The Transparency Act


Shadow on concrete
Act concerning Enterprises’ Transparency and Work on Fundamental Human Rights and Decent Working Conditions (the Transparency Act) was adopted by the Storting (the Norwegian Parliament) on 18 June 2021. The Act enters into force at the date determined by the King. The Act is a consequence of the Ethics Information Committee’s report Transparency relating to supply chains and the Committee’s proposal for an act on enterprises’ transparency relating to supply chains, duty of knowledge and due diligence assessments.

The Act shall promote enterprises’ respect for fundamental human rights and decent working conditions in connection with the production of goods and the provision of services, and shall ensure that the public has access to information on how the enterprise impacts fundamental human rights and decent working conditions. The Act applies to larger enterprises that offer goods or services in or outside Norway, both Norwegian and foreign
enterprises, provided that the enterprise meets two of the following criteria: (i) turnover exceeding NNOK 70 (ii) balance sheet total exceeding MNOK 35 and (iii) an average number of employees in the financial year exceeding 50

The key measures taken in the Act are orders to the enterprises covered by the Act on the duty to carry out due diligence assessments.
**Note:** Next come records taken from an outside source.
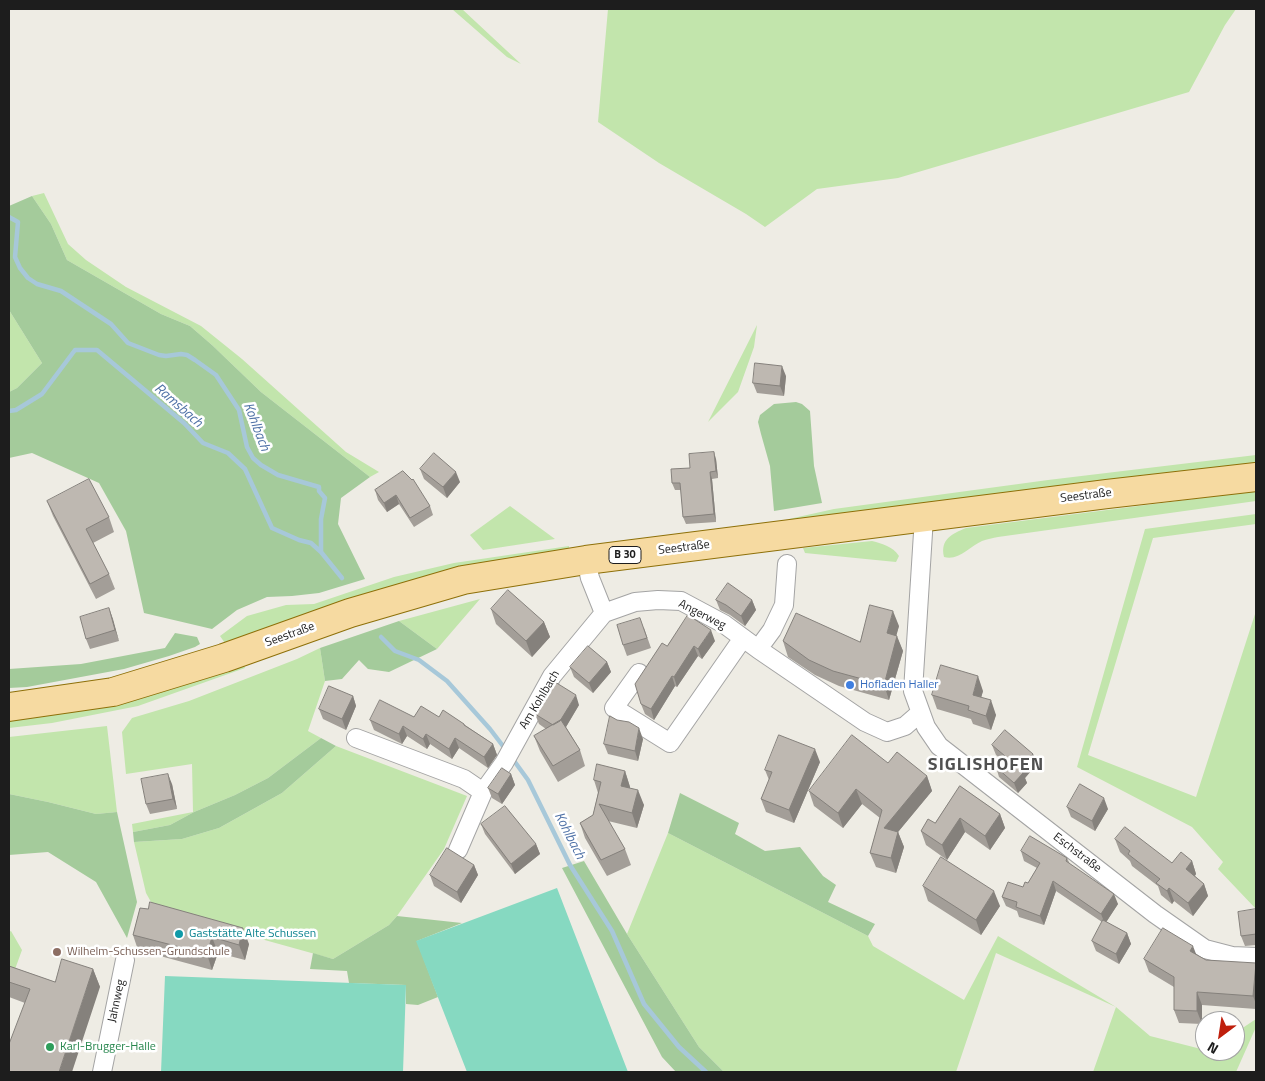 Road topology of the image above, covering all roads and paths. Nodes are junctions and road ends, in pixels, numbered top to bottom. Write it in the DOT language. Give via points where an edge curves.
graph roads {
  1 [pos="1256,477"];
  2 [pos="924,517"];
  3 [pos="586,560"];
  4 [pos="788,564"];
  5 [pos="604,613"];
  6 [pos="743,638"];
  7 [pos="758,649"];
  8 [pos="639,673"];
  9 [pos="9,707"];
  10 [pos="920,713"];
  11 [pos="356,738"];
  12 [pos="484,792"];
  13 [pos="458,850"];
  14 [pos="1256,957"];
  15 [pos="125,960"];
  16 [pos="102,1072"];
  1 -- 2 [label="main road, Seestraße / B 30"];
  2 -- 3 [label="main road, Seestraße / B 30"];
  2 -- 10 [label="street, Eschstraße" via="914,691"];
  3 -- 5 [label="street"];
  3 -- 9 [label="main road, Seestraße / B 30" via="464,580 350,613 224,658 113,692"];
  4 -- 7 [label="street" via="784,605"];
  5 -- 6 [label="street, Angerweg" via="635,602 681,601"];
  5 -- 12 [label="street, Am Kohlbach" via="552,676 504,763"];
  6 -- 7 [label="street, Angerweg"];
  6 -- 8 [label="street" via="670,743 614,708"];
  7 -- 10 [label="street" via="865,722 887,732 905,726"];
  10 -- 14 [label="street, Eschstraße" via="939,746 1175,929 1205,949 1232,956"];
  11 -- 12 [label="street" via="464,779"];
  12 -- 13 [label="street, Am Kohlbach"];
  15 -- 16 [label="street, Jahnweg"];
} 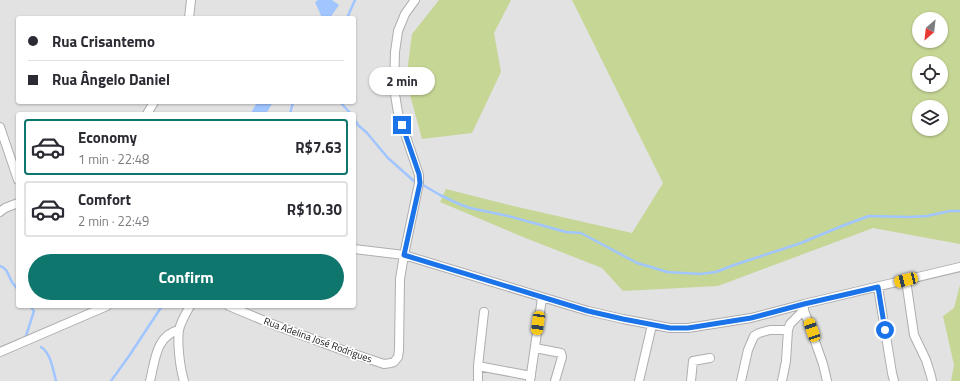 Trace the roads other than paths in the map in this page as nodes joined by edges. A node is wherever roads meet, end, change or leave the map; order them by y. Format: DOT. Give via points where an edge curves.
graph roads {
  1 [pos="191,0"];
  2 [pos="415,0"];
  3 [pos="189,16"];
  4 [pos="0,127"];
  5 [pos="16,174"];
  6 [pos="16,204"];
  7 [pos="0,212"];
  8 [pos="356,249"];
  9 [pos="404,255"];
  10 [pos="960,267"];
  11 [pos="906,280"];
  12 [pos="878,287"];
  13 [pos="542,298"];
  14 [pos="804,307"];
  15 [pos="102,308"];
  16 [pos="189,308"];
  17 [pos="234,308"];
  18 [pos="484,312"];
  19 [pos="652,325"];
  20 [pos="179,330"];
  21 [pos="788,330"];
  22 [pos="535,348"];
  23 [pos="0,352"];
  24 [pos="710,358"];
  25 [pos="478,366"];
  26 [pos="530,378"];
  27 [pos="826,379"];
  28 [pos="150,381"];
  29 [pos="184,381"];
  30 [pos="478,381"];
  31 [pos="555,381"];
  32 [pos="639,381"];
  33 [pos="691,381"];
  34 [pos="741,381"];
  35 [pos="782,381"];
  36 [pos="894,381"];
  37 [pos="932,381"];
  1 -- 3 [label="street"];
  2 -- 9 [label="street" via="405,14 398,31 395,52 394,88 398,113 420,183"];
  4 -- 5 [label="street"];
  6 -- 7 [label="street"];
  8 -- 9 [label="street"];
  9 -- 13 [label="street"];
  9 -- 17 [label="street, Rua Adelina José Rodrigues" via="400,279 399,350 398,357 391,363 384,364 345,352"];
  10 -- 11 [label="street"];
  11 -- 12 [label="street"];
  11 -- 37 [label="street" via="914,335 926,360"];
  12 -- 14 [label="street"];
  12 -- 36 [label="street"];
  13 -- 19 [label="street"];
  13 -- 22 [label="street"];
  14 -- 19 [label="street" via="688,328"];
  14 -- 21 [label="street"];
  14 -- 27 [label="street"];
  15 -- 23 [label="street"];
  16 -- 20 [label="street"];
  18 -- 25 [label="street"];
  19 -- 32 [label="street"];
  20 -- 28 [label="street" via="168,335 158,348"];
  20 -- 29 [label="street"];
  21 -- 34 [label="street" via="770,330 754,336"];
  21 -- 35 [label="street"];
  22 -- 26 [label="street"];
  22 -- 31 [label="street" via="561,353"];
  24 -- 33 [label="street" via="693,361"];
  25 -- 26 [label="street"];
  25 -- 30 [label="street"];
}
This includes the duty to map and assess negative consequences, assess and implement
measures to stop, prevent or limit negative consequences, ongoing monitoring, communication with affected interests and the duty to recover and compensate where required.

The enterprise shall publish a report of its due diligence assessment. The report shall be made available on the enterprise’s website, and be included in a statement pursuant to the Norwegian Accounting Act, Section 3-3 letter c. A completely new measure is that everyone is entitled to receive written information from the enterprise about how the enterprise handles actual and potential negative consequences. It can be expected that there will be very
tangible reactions. The Transparency Act imposes sanctions in the form of fees if the enterprise does not meet the requirements of the law.
There is no direct ban on trade, for example with suppliers violating human rights, etc.

Rules on the determination of coercive fines and fines for violations have not yet been established. Both the enterprise and natural persons may be fined.

A potentially far greater consequence of the Act, which has not been discussed in the preparatory works, is that enterprises with a duty to inspect will and shall acquire knowledge of activities throughout the supply chain. This means that it will be easier for authorities other than the Norwegian Consumer Agency or the Norwegian Market Council to have a basis for establishing criminal guilt and contributory negligence related to a number of different violations, including forced labour. Indirectly, the Act introduces a new era that hampers a defence based on lack of subjective guilt.

Enterprises covered by the Act shall implement measures to meet the requirements for due diligence assessments and plans for measures to stop, prevent or limit negative consequences, as well as for publication of implemented measures.

This requires:
- Declaration of transparency and transparency policy
- Compliance management system which includes
(i) Routines for due diligence assessments
(ii) Mapping of potential negative consequences to fundamental human rights and working conditions, including ongoing follow-up
(iii) A system for reaction against identified violations
(iv) A system for market communication about measures.